= Cuboid (computer vision) =

Basic 3D shape extracted from a 2D image

In computer vision, the term cuboid is used to describe a small spatiotemporal volume extracted for purposes of behavior recognition. The cuboid is regarded as a basic geometric primitive type and is used to depict three-dimensional objects within a three dimensional representation of a flat, two dimensional image.

== Production ==
Cuboids can be produced from both two-dimensional and three-dimensional images.

One method used to produce cuboids utilizes scene understanding (SUN) primitive databases, which are collections of pictures that already contain cuboids. By sorting through SUN primitive databases with machine learning tools, computers observe the conditions in which cuboids are produced in images from SUN primitive databases and can learn to produce cuboids from other images.

RGB-D images, which are RGB images that also record the depth of each pixel, are occasionally used to produce cuboids because computers no longer need to determine the depth of an object, as they typically do because depth is already recorded.

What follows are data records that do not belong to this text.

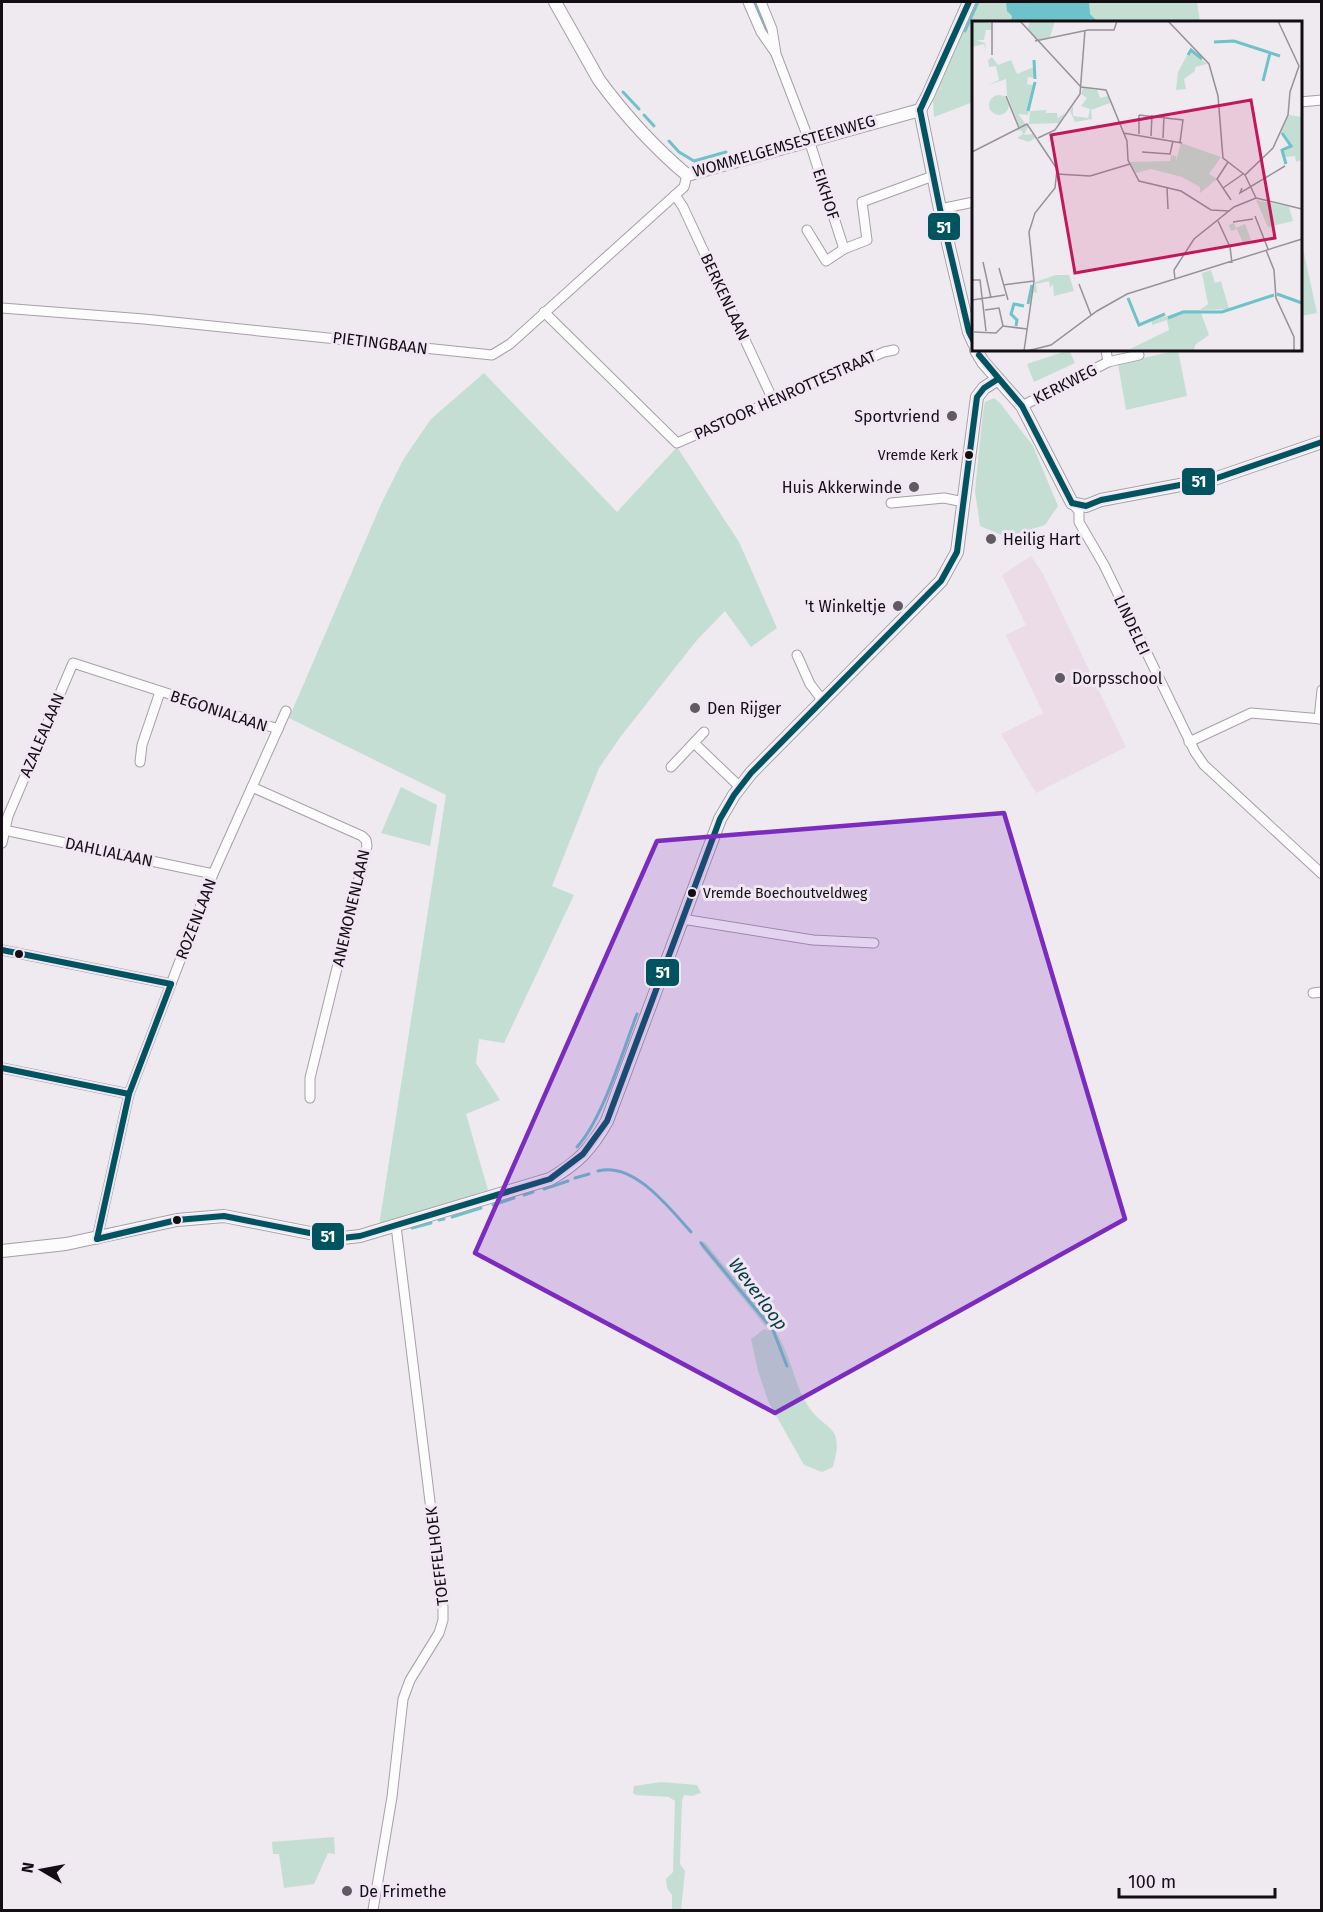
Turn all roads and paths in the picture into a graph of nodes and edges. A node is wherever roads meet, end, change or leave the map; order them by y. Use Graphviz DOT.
graph roads {
  1 [pos="555,2"];
  2 [pos="748,2"];
  3 [pos="761,2"];
  4 [pos="969,2"];
  5 [pos="776,54"];
  6 [pos="1322,100"];
  7 [pos="1302,102"];
  8 [pos="920,110"];
  9 [pos="809,140"];
  10 [pos="687,175"];
  11 [pos="933,176"];
  12 [pos="675,195"];
  13 [pos="972,202"];
  14 [pos="940,209"];
  15 [pos="807,230"];
  16 [pos="843,249"];
  17 [pos="2,308"];
  18 [pos="544,312"];
  19 [pos="972,339"];
  20 [pos="894,350"];
  21 [pos="977,351"];
  22 [pos="1106,351"];
  23 [pos="1139,355"];
  24 [pos="1108,362"];
  25 [pos="998,379"];
  26 [pos="772,400"];
  27 [pos="1022,406"];
  28 [pos="1322,442"];
  29 [pos="964,502"];
  30 [pos="1072,503"];
  31 [pos="891,504"];
  32 [pos="797,655"];
  33 [pos="74,663"];
  34 [pos="1322,690"];
  35 [pos="160,692"];
  36 [pos="823,701"];
  37 [pos="286,711"];
  38 [pos="1320,719"];
  39 [pos="278,729"];
  40 [pos="704,732"];
  41 [pos="1189,742"];
  42 [pos="694,743"];
  43 [pos="140,762"];
  44 [pos="671,766"];
  45 [pos="252,787"];
  46 [pos="740,787"];
  47 [pos="4,831"];
  48 [pos="2,843"];
  49 [pos="213,874"];
  50 [pos="1322,874"];
  51 [pos="682,919"];
  52 [pos="874,943"];
  53 [pos="2,950"];
  54 [pos="171,984"];
  55 [pos="2,1068"];
  56 [pos="129,1094"];
  57 [pos="310,1098"];
  58 [pos="396,1226"];
  59 [pos="97,1239"];
  60 [pos="2,1251"];
  61 [pos="373,1911"];
  1 -- 10 [label="street, WOMMELGEMSESTEENWEG"];
  2 -- 5 [label="street"];
  3 -- 5 [label="street"];
  4 -- 8 [label="street"];
  5 -- 9 [label="street, EIKHOF"];
  6 -- 7 [label="street"];
  8 -- 9 [label="street, WOMMELGEMSESTEENWEG"];
  8 -- 11 [label="street"];
  9 -- 10 [label="street, WOMMELGEMSESTEENWEG"];
  9 -- 16 [label="street, EIKHOF"];
  10 -- 12 [label="street, PIETINGBAAN"];
  11 -- 14 [label="street"];
  11 -- 16 [label="street, EIKHOF"];
  12 -- 18 [label="street, PIETINGBAAN"];
  12 -- 26 [label="street, BERKENLAAN"];
  13 -- 14 [label="street"];
  14 -- 19 [label="street"];
  15 -- 16 [label="street, EIKHOF"];
  17 -- 18 [label="street, PIETINGBAAN"];
  18 -- 26 [label="street, PASTOOR HENROTTESTRAAT"];
  20 -- 26 [label="street, PASTOOR HENROTTESTRAAT"];
  21 -- 25 [label="street"];
  22 -- 24 [label="street, KERKWEG"];
  23 -- 24 [label="street, KERKWEG"];
  24 -- 27 [label="street, KERKWEG"];
  25 -- 27 [label="street"];
  25 -- 29 [label="street"];
  27 -- 30 [label="street"];
  28 -- 30 [label="street"];
  29 -- 31 [label="street"];
  29 -- 36 [label="street"];
  30 -- 41 [label="street, LINDELEI"];
  32 -- 36 [label="street"];
  33 -- 35 [label="street, BEGONIALAAN"];
  33 -- 47 [label="street, AZALEALAAN"];
  34 -- 38 [label="street"];
  35 -- 39 [label="street, BEGONIALAAN"];
  35 -- 43 [label="street, BEGONIALAAN"];
  36 -- 46 [label="street"];
  37 -- 39 [label="street, ROZENLAAN"];
  38 -- 41 [label="street"];
  39 -- 45 [label="street, ROZENLAAN"];
  40 -- 42 [label="street"];
  41 -- 50 [label="street, LINDELEI"];
  42 -- 44 [label="street"];
  42 -- 46 [label="street"];
  45 -- 49 [label="street, ROZENLAAN"];
  45 -- 57 [label="street, ANEMONENLAAN"];
  46 -- 51 [label="street"];
  47 -- 48 [label="street, AZALEALAAN"];
  47 -- 49 [label="street, DAHLIALAAN"];
  49 -- 54 [label="street, ROZENLAAN"];
  51 -- 52 [label="street"];
  51 -- 58 [label="street"];
  53 -- 54 [label="street"];
  54 -- 56 [label="street, ROZENLAAN"];
  55 -- 56 [label="street"];
  56 -- 59 [label="street, ROZENLAAN"];
  58 -- 59 [label="street"];
  58 -- 61 [label="street, TOEFFELHOEK"];
  59 -- 60 [label="street"];
}
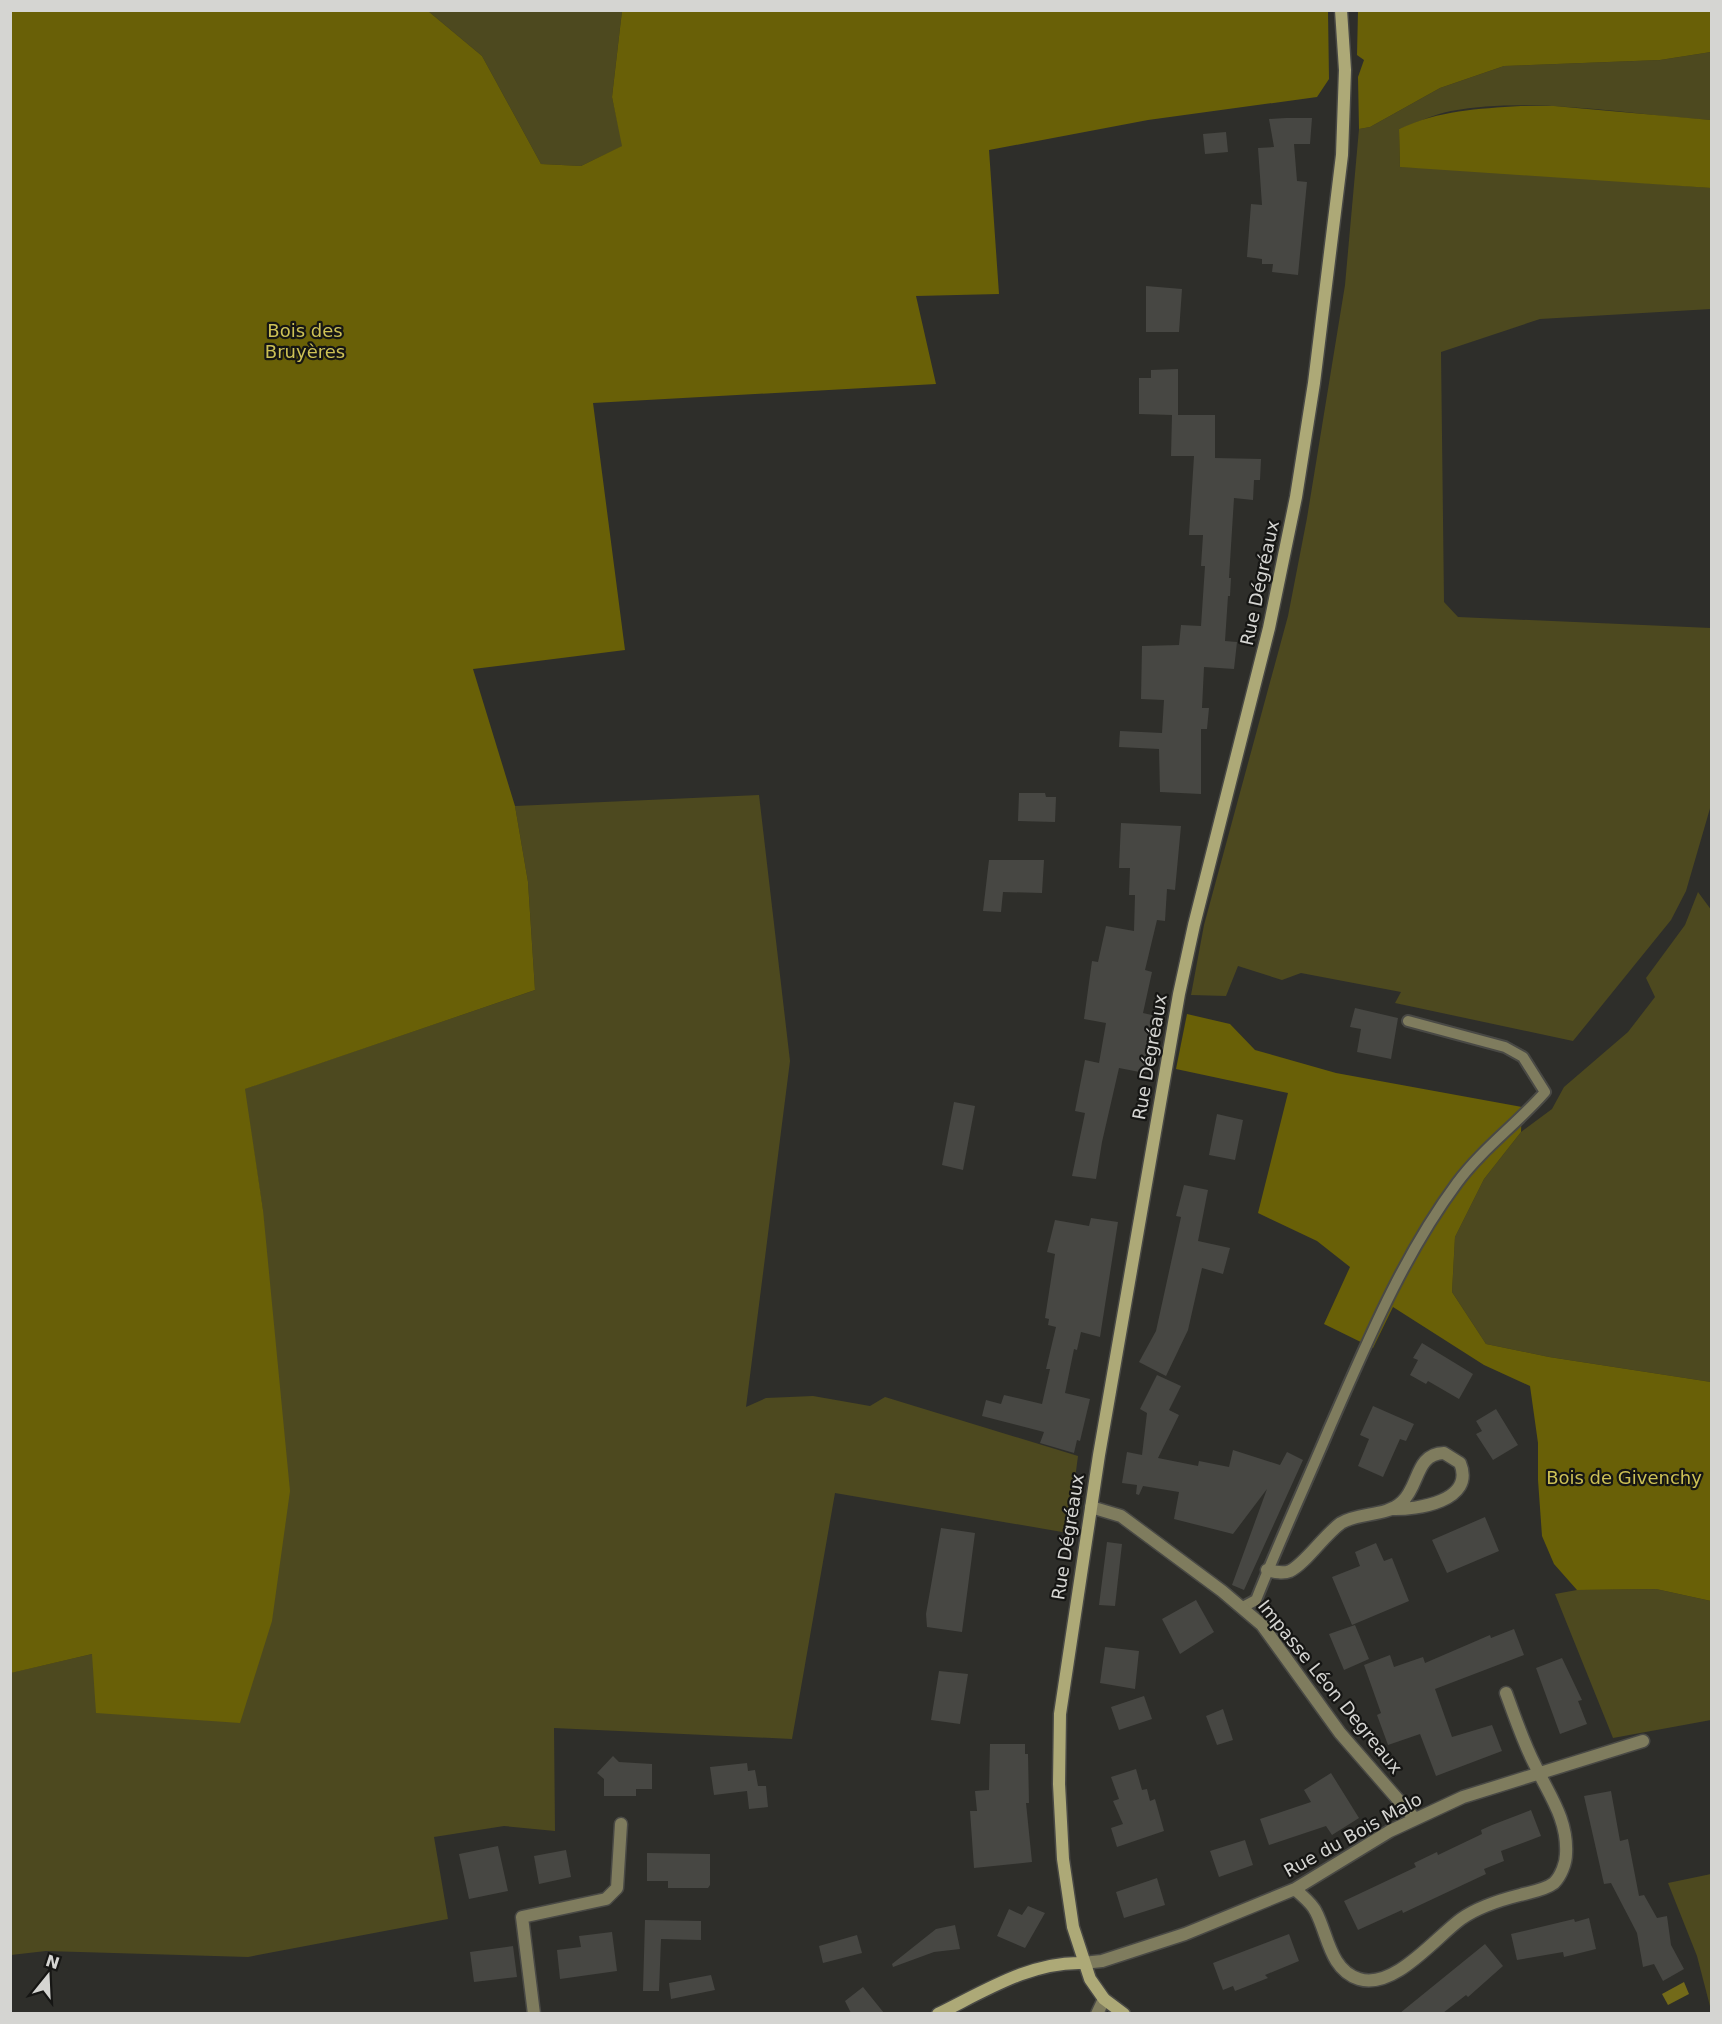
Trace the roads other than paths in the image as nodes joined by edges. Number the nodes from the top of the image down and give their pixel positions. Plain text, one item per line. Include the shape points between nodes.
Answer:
1 (1341, 10) edge
2 (1408, 1021) dead end
3 (1091, 1507) junction
4 (1391, 1509) junction
5 (1267, 1570) junction
6 (1243, 1607) junction
7 (1506, 1693) dead end
8 (1643, 1741) dead end
9 (1539, 1773) junction
10 (1415, 1819) junction
11 (621, 1824) dead end
12 (1295, 1889) junction
13 (1083, 1963) junction
14 (1104, 1999) junction
15 (534, 2013) edge
16 (938, 2013) edge
17 (1096, 2013) edge
18 (1124, 2013) edge

1 - 3 main road, Rue Dégréaux via 1342,155 1296,497 1267,639 1179,994
2 - 5 lane via 1506,1047 1522,1057 1545,1092 1458,1181 1424,1233 1356,1365
3 - 6 street, Impasse Léon Degreaux via 1121,1516
3 - 13 main road, Rue Dégréaux via 1064,1683 1059,1775 1063,1859 1073,1927
4 - 4 street via 1410,1493 1427,1457 1444,1453 1460,1463 1461,1486 1448,1498 1413,1510
4 - 5 street via 1343,1522 1291,1571
5 - 6 lane via 1256,1600
6 - 10 street, Impasse Léon Degreaux via 1272,1638 1360,1758
7 - 9 street
8 - 9 street, Rue du Bois Malo
9 - 10 street, Rue du Bois Malo via 1463,1797
9 - 12 street via 1559,1810 1566,1839 1564,1864 1554,1883 1500,1900 1462,1918 1386,1978 1359,1979 1346,1972 1334,1959 1316,1912
10 - 12 street, Rue du Bois Malo
11 - 15 street via 617,1888 606,1899 522,1917
12 - 13 street, Rue du Bois Malo via 1185,1934 1102,1961
13 - 14 main road, Rue Dégréaux
13 - 16 main road via 1038,1968
14 - 17 street
14 - 18 main road, Rue Dégréaux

Cuboid production is sensitive to changes in color and illumination, blockage, and background clutter. This means that it is difficult for computers to produce cuboids of objects that are multicolored, irregularly illuminated, or partially covered, or if there are many objects in the background. This is partially due to the fact that algorithms for producing cuboids are still relatively simple.

== Usage ==
Cuboids are created for point cloud-based three-dimensional maps and can be utilized in various situations such as augmented reality, the automated control of cars, drones, and robots, and object detection.

Cuboids allow for software to identify a scene through geometric descriptions in an “object-agnostic” fashion.

Interest points, locations within images that are identified by a computer as essential to identifying the image, created from two-dimensional images can be used with cuboids for image matching, identifying a room or scene, and instance recognition. Interest points created from three dimensional images can be used with cuboids to recognize activities. This is possible because interest points aid software to focus on only the most important aspects of the images.

RGB-D images and SLAM systems are used together in RGB-D SLAM systems, which are employed by Computer-aided design systems to generate point cloud-based three-dimensional maps.

Most industrial multi-axis machining tools use computer-aided manufacturing and subsequently work in cuboid work spaces.